I think it was on the Slate Money podcast that I heard a report that half of all Bitcoin transactions are fake: People selling to themselves in order to give the impression that the trade volume is greater than it is. In stocks and other securities this is illegal. But since crypto is unregulated there's nothing to stop malicious actors from manipulating the markets.

I would presume that if it's happening with Bitcoin, it's probably happening with all of them.

Every transaction on the blockchain costs you a transaction fee, it would be stupid for investors to move money around and lose a transaction fee every time. This notion is just more speculation from writers who know less than nothing about crypto.
 
Every transaction on the blockchain costs you a transaction fee, it would be stupid for investors to move money around and lose a transaction fee every time. This notion is just more speculation from writers who know less than nothing about crypto.

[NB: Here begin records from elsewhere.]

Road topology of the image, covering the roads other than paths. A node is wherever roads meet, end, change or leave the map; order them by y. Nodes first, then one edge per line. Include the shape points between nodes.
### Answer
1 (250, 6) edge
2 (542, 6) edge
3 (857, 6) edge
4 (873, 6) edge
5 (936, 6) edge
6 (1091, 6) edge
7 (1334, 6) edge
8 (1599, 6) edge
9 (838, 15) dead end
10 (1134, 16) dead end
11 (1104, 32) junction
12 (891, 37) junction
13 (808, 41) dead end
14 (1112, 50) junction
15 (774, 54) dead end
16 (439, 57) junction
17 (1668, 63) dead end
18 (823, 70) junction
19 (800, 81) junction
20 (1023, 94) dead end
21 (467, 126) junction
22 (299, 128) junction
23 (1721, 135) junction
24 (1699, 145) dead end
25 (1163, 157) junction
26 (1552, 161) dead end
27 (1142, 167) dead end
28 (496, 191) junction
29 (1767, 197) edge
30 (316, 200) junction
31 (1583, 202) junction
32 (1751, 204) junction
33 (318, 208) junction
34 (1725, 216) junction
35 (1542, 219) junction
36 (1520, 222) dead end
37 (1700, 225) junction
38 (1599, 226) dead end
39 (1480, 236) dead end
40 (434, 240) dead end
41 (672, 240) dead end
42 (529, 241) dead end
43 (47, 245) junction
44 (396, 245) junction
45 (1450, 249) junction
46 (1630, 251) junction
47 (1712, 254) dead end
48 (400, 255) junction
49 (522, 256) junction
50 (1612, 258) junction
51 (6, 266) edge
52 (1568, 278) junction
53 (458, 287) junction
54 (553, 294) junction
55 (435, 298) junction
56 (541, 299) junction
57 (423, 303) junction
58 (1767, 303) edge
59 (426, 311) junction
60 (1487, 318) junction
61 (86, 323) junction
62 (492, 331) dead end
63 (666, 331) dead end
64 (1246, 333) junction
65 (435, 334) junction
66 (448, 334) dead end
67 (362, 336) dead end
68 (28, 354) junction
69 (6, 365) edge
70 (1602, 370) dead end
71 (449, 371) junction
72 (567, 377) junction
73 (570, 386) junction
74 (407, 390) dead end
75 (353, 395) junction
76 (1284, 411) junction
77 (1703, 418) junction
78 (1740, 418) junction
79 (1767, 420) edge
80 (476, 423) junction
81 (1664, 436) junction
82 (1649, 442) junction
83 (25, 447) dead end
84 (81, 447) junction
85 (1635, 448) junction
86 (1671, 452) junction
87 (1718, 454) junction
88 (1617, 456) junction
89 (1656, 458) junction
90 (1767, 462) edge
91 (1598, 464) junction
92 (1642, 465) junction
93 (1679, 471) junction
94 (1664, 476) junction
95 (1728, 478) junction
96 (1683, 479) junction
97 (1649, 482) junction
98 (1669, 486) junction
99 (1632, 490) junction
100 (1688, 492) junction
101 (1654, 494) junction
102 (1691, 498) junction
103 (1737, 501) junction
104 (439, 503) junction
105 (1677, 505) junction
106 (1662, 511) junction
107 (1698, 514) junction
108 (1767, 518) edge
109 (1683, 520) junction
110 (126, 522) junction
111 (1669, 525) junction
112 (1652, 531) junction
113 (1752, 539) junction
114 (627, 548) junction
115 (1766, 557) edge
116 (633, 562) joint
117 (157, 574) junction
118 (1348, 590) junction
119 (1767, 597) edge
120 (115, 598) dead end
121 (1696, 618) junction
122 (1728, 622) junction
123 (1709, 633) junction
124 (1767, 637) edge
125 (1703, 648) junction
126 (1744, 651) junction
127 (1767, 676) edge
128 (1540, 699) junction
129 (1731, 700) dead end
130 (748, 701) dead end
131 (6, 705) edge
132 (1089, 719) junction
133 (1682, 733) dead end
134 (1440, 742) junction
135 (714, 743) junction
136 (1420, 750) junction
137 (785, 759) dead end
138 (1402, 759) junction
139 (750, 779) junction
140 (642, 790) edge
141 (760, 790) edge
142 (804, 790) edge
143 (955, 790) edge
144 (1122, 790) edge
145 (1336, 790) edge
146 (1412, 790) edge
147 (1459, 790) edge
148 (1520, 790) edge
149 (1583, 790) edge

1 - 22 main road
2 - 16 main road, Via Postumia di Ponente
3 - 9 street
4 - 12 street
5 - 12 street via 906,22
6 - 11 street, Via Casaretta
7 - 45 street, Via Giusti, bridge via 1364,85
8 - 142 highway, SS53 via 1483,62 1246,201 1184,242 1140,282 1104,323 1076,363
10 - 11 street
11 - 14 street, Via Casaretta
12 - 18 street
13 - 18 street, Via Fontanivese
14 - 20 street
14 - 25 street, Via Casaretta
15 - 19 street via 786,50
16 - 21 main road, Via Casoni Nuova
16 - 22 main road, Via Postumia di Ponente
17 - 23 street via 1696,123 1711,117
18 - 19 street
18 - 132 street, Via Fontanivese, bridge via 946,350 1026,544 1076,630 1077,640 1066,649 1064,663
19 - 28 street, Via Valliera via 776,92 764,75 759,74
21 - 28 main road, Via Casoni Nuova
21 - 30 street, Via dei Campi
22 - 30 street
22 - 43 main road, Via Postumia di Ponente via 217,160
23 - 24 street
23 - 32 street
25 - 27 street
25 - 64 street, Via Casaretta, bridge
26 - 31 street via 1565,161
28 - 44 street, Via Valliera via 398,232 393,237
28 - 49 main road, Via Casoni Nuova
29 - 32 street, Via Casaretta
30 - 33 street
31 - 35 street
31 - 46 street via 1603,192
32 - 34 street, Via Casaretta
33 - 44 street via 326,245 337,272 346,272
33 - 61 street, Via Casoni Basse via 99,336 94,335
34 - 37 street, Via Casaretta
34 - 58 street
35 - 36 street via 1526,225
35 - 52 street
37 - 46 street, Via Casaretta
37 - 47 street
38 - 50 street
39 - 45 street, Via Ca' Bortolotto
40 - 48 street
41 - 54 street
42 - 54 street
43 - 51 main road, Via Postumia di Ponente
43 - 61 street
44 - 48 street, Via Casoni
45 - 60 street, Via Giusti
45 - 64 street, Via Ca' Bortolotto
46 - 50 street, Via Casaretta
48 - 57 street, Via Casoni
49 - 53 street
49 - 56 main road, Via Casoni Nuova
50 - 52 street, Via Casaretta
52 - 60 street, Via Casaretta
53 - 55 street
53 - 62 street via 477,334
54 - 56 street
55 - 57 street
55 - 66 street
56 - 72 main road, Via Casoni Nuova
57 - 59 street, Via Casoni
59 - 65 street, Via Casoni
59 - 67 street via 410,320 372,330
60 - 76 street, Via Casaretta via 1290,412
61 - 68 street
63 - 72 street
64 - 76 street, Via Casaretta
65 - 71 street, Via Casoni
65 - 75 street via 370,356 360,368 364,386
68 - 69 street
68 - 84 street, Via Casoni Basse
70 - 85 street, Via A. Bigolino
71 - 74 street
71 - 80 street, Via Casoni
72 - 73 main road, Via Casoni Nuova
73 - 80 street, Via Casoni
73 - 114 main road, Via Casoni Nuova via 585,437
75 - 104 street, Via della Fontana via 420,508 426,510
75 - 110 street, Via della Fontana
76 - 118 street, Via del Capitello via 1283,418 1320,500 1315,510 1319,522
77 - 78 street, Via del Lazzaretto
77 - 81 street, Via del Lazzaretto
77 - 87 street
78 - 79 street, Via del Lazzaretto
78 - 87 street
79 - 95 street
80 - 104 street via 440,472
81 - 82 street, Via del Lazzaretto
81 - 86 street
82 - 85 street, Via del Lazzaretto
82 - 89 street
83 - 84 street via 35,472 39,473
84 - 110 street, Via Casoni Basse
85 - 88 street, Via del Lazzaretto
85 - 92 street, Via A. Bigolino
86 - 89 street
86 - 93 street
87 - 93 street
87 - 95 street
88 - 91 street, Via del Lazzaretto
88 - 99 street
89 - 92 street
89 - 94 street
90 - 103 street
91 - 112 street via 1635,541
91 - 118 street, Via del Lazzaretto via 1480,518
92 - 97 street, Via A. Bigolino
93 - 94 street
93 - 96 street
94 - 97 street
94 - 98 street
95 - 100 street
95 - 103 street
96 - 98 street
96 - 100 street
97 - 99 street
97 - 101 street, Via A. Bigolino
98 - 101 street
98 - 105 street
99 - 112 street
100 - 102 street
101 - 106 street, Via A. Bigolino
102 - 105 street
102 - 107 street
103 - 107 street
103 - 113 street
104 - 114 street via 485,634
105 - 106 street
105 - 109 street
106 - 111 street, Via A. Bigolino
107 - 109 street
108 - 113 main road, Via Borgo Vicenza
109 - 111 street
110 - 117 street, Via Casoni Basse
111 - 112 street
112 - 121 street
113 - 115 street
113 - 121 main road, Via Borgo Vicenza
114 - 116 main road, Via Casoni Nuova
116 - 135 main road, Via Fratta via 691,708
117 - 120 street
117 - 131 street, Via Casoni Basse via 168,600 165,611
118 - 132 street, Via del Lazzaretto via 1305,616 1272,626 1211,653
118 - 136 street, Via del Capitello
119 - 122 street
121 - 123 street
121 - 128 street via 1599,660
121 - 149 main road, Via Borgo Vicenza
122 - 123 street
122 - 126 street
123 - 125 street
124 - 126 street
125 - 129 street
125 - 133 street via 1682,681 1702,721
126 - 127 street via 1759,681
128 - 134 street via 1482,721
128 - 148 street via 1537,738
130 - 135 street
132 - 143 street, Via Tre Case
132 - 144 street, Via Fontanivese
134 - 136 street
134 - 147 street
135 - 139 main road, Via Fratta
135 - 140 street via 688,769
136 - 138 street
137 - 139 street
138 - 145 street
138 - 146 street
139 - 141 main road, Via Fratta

It would be stupid if there were no payoff in it. It's called wash trading, and before it was outlawed it was done in the stock market as a means of manipulating prices. And people did it even though there were transaction fees there too. But in crypto there's no regulation, so all the scams that crooks would like to do in legitimate markets (and used to do, and sometimes still do if they think they can get away with it) they can do with impunity in crypto.

Crypto is like a Las Vegas casino where muggers are given free access and impunity. You might get rich if you get lucky at the tables and manage to avoid the muggers. But it's a very high-risk proposition. And like a casino, crypto serves no legitimate purpose but to take a lot of money from a lot of people and give it to a few people. And it's become the currency of choice for criminal activity from drugs to identity theft to human trafficking because criminals are willing to accept the enormous volatility, which makes it useless as a real currency, in return for the ease of exchange and the relative secrecy.
 
I understand you have many reasons which are important to you about why crypto is a bad thing. I'm not going to argue, but I will state that yours is not the only valid opinion. I have a few of my own that differ. There are various pieces and parts of the crypto landscape that can and will be very useful.

The Apollo space program's guidance computer did not result in a consumer computer product. But the research to produce its electronics gave us the 1970s revolution of LED displays, inexpensive integrated circuits, and microprocessors, which went on to introduce the information age, a period of economic growth that continues to this day.

Sometimes the benefits of expensive, unproven inventions are things no one thought of and no one expected.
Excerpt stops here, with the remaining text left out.